EXERCISE OBJECTIVE.
Give again, word for word, every line below from the one that has "ctx.arc(u, v, r, i" through the one that has "e = blur * i / 6", both included, and no others.

=== Begin Enclosure ===

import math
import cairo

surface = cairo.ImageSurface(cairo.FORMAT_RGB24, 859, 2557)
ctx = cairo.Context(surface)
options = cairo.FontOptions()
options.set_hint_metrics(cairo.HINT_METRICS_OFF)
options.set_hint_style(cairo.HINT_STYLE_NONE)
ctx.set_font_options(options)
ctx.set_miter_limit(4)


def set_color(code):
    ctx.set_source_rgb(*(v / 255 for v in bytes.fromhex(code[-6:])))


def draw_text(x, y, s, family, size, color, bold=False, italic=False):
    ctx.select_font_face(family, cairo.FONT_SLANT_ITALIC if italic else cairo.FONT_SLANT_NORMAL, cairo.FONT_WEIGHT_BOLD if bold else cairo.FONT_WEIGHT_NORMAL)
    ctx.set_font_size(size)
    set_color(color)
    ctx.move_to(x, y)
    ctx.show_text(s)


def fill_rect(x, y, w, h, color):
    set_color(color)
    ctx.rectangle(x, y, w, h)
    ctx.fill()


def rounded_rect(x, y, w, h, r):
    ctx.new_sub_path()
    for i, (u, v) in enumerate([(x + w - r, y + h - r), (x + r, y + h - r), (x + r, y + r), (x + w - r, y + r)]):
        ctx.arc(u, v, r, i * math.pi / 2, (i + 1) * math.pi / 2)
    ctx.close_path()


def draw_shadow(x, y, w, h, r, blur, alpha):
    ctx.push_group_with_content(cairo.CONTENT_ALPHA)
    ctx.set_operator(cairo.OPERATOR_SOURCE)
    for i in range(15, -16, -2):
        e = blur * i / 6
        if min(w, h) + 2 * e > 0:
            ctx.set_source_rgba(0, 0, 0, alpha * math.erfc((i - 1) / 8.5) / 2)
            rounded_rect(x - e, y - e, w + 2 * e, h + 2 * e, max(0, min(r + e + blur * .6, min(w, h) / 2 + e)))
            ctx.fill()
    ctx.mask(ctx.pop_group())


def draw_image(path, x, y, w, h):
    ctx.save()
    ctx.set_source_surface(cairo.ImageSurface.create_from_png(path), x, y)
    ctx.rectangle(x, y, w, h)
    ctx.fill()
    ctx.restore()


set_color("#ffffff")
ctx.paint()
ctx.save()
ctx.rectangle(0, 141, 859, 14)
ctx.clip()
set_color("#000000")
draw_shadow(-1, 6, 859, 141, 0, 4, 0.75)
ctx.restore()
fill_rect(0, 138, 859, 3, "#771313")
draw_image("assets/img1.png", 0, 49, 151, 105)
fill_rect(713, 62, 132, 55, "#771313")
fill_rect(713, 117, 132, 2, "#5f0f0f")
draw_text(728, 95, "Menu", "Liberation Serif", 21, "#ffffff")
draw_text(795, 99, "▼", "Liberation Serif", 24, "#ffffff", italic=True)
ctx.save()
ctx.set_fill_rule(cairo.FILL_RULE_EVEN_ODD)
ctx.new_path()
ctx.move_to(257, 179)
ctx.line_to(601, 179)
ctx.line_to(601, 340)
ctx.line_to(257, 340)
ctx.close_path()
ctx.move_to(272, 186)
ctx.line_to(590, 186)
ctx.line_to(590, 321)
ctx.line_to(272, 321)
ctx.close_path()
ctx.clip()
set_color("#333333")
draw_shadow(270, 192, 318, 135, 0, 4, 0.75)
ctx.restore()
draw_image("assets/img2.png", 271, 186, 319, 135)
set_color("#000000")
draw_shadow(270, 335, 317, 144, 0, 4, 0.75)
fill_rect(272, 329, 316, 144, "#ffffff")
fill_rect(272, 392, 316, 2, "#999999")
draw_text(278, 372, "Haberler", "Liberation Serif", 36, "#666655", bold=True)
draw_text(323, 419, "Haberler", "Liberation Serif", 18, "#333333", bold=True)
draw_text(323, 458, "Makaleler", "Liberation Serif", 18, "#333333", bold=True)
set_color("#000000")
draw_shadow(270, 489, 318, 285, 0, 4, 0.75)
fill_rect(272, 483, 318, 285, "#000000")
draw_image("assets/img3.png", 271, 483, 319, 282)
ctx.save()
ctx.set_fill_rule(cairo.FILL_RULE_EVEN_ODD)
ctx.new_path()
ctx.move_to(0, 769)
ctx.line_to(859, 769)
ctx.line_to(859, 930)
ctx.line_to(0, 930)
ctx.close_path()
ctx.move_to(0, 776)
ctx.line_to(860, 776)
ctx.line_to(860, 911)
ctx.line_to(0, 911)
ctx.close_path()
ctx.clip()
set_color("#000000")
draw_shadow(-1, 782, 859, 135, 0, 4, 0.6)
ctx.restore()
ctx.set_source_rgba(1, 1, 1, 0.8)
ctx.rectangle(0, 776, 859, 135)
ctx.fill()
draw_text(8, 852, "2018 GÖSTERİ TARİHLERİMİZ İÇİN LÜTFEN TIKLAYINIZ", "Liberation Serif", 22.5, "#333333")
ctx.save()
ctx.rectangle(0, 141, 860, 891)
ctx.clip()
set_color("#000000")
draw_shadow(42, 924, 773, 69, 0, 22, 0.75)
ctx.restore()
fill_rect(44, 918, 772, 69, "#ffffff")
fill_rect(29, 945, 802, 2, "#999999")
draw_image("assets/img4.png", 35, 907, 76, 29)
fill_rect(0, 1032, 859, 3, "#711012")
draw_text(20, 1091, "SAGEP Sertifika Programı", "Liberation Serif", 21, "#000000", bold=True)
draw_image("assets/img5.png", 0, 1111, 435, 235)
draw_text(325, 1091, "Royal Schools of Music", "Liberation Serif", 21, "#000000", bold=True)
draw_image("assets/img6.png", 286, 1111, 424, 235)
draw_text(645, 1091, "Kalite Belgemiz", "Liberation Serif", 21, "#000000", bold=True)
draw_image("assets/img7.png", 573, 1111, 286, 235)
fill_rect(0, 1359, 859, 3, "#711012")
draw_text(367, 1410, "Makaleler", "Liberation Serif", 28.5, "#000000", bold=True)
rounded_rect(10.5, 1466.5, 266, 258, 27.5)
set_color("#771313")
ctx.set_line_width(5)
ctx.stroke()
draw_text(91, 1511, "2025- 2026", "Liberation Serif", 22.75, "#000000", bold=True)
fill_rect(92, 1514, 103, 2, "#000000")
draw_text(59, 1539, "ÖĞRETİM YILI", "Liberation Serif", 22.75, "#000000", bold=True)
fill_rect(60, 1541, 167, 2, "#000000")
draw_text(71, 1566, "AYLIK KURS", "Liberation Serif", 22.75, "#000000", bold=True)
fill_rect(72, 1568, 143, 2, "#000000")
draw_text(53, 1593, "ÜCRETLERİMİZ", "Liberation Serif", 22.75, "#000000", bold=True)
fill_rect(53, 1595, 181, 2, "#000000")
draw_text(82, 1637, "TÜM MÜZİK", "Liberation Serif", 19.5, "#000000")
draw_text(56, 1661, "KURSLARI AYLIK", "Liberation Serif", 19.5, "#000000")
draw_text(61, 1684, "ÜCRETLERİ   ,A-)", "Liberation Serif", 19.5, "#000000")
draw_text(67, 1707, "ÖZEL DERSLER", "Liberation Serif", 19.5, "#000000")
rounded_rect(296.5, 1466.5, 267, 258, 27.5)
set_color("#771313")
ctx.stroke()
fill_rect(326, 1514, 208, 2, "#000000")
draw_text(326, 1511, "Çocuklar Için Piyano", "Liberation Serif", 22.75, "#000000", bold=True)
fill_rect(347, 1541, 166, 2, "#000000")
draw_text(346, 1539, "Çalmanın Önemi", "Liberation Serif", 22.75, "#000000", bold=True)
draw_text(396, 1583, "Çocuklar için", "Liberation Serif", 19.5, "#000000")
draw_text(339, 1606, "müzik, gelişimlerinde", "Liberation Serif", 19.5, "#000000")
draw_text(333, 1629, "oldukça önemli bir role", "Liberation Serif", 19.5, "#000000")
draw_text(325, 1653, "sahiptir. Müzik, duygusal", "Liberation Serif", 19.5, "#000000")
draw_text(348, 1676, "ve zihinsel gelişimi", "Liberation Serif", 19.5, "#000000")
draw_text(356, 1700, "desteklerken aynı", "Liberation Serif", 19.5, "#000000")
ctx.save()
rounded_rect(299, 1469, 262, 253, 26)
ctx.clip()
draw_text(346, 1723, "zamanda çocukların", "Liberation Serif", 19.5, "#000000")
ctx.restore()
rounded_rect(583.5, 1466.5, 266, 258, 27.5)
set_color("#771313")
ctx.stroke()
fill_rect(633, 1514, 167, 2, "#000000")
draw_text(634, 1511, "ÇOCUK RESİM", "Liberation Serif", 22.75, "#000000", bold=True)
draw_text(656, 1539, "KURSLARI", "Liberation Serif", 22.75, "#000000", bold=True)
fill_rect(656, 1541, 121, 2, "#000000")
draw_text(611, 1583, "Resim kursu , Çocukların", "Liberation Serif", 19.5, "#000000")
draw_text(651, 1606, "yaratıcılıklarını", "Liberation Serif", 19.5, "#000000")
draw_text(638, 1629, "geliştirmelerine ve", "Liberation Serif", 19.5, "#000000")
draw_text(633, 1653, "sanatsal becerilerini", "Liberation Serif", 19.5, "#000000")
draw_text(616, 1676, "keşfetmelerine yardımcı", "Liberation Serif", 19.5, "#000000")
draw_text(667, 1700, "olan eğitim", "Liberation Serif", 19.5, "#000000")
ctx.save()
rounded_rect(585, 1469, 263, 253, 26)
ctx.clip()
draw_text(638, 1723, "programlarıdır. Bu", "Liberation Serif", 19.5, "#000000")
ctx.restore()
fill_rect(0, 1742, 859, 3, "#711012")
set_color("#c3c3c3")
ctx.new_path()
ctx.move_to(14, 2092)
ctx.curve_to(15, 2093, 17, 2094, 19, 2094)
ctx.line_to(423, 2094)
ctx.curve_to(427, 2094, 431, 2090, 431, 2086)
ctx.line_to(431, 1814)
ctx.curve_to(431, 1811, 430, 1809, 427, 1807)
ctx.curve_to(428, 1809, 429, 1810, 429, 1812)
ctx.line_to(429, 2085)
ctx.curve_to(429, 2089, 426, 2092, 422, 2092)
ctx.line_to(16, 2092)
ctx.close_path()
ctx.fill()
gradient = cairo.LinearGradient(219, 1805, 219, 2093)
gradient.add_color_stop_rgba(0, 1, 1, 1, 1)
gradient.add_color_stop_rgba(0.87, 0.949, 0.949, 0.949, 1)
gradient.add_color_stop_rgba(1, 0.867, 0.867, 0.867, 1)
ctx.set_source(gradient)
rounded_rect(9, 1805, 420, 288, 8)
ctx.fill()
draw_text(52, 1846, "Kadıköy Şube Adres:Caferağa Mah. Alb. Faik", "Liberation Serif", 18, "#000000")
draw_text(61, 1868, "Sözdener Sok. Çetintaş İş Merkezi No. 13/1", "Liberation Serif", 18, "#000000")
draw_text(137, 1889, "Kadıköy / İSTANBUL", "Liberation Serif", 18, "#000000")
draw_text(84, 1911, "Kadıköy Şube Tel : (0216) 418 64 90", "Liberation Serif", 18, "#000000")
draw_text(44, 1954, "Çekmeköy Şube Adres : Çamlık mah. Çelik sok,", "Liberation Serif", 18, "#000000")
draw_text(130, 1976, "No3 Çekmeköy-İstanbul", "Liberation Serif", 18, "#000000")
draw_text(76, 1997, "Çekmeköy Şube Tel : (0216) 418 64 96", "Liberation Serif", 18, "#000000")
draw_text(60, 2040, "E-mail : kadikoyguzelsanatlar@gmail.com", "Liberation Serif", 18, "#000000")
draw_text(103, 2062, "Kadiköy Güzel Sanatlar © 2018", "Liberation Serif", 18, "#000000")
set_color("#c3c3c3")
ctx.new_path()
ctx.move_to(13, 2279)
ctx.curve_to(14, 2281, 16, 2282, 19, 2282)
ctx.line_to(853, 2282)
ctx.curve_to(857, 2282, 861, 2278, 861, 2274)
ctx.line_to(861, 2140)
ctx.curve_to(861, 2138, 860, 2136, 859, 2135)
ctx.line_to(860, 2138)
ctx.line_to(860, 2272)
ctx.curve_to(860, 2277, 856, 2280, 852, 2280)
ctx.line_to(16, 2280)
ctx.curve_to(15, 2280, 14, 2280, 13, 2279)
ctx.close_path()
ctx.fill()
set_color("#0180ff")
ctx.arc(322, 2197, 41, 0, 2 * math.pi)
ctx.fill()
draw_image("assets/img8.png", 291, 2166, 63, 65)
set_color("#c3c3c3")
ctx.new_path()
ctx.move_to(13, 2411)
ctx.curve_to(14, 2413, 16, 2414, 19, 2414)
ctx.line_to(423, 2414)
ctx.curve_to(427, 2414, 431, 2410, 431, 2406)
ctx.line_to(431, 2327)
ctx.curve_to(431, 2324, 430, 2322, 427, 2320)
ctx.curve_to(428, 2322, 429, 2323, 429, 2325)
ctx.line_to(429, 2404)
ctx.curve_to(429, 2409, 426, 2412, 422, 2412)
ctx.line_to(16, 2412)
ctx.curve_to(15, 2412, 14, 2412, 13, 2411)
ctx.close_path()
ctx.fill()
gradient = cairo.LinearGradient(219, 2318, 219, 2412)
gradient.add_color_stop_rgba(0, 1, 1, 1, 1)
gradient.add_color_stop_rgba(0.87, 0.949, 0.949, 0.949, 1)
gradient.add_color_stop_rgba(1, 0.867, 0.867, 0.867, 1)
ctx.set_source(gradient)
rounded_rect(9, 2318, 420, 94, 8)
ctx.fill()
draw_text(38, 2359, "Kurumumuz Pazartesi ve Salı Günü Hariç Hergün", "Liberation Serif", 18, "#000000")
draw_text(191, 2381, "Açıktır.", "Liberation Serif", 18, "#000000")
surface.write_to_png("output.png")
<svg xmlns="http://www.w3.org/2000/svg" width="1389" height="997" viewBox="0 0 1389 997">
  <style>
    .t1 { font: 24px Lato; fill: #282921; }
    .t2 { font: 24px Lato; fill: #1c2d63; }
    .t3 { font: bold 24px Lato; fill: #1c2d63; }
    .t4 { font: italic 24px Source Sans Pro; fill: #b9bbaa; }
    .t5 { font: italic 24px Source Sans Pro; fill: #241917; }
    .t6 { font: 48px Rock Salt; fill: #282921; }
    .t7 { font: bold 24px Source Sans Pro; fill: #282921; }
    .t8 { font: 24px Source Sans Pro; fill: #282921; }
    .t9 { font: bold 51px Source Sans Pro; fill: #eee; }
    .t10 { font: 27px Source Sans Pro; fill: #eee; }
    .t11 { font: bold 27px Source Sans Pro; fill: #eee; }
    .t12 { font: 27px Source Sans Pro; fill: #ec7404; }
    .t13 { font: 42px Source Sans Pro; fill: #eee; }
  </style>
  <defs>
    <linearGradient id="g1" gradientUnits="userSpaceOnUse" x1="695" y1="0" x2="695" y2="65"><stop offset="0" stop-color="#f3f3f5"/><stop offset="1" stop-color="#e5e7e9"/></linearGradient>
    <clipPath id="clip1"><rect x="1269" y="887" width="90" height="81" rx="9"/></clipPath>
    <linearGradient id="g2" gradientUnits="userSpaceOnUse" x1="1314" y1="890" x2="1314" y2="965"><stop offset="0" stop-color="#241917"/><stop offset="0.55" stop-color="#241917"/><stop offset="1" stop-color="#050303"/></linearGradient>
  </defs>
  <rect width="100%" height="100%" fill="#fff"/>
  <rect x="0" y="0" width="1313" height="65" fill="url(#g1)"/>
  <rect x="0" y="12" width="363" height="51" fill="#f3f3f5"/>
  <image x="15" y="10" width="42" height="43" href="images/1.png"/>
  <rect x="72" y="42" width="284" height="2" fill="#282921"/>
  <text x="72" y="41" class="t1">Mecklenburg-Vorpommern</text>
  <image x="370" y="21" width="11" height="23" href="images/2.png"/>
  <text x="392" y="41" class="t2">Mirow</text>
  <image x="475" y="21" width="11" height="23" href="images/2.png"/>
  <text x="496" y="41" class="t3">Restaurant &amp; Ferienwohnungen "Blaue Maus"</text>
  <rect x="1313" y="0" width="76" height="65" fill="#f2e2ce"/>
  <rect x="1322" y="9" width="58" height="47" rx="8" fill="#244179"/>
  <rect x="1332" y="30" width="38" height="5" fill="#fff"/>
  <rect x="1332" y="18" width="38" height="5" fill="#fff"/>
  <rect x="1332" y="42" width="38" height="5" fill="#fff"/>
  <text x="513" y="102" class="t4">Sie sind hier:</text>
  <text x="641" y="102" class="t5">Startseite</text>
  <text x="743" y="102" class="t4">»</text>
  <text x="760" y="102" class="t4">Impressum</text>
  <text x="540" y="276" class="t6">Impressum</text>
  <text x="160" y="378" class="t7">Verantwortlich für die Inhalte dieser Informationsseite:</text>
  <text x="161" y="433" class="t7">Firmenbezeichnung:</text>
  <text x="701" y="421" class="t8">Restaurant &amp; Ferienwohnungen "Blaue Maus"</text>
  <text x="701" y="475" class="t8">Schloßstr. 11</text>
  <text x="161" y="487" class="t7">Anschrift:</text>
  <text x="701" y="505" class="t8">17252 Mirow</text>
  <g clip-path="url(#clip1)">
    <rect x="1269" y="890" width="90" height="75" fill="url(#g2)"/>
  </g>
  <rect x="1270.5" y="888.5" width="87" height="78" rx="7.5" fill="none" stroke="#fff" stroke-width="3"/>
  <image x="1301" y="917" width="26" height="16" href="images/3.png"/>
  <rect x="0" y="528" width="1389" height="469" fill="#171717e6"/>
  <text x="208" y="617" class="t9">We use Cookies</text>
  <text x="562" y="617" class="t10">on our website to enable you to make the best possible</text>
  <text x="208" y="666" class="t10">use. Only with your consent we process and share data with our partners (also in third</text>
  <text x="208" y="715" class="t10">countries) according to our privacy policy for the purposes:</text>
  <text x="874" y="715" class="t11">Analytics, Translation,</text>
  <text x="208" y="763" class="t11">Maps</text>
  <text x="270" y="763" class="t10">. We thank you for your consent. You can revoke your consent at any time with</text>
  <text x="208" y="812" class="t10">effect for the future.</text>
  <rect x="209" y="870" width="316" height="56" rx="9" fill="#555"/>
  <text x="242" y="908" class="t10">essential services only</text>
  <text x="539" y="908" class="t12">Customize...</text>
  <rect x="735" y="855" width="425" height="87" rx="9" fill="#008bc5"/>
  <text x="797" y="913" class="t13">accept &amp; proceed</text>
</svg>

=== End Enclosure ===

SOLUTION TO THIS PROBLEM.
        ctx.arc(u, v, r, i * math.pi / 2, (i + 1) * math.pi / 2)
    ctx.close_path()


def draw_shadow(x, y, w, h, r, blur, alpha):
    ctx.push_group_with_content(cairo.CONTENT_ALPHA)
    ctx.set_operator(cairo.OPERATOR_SOURCE)
    for i in range(15, -16, -2):
        e = blur * i / 6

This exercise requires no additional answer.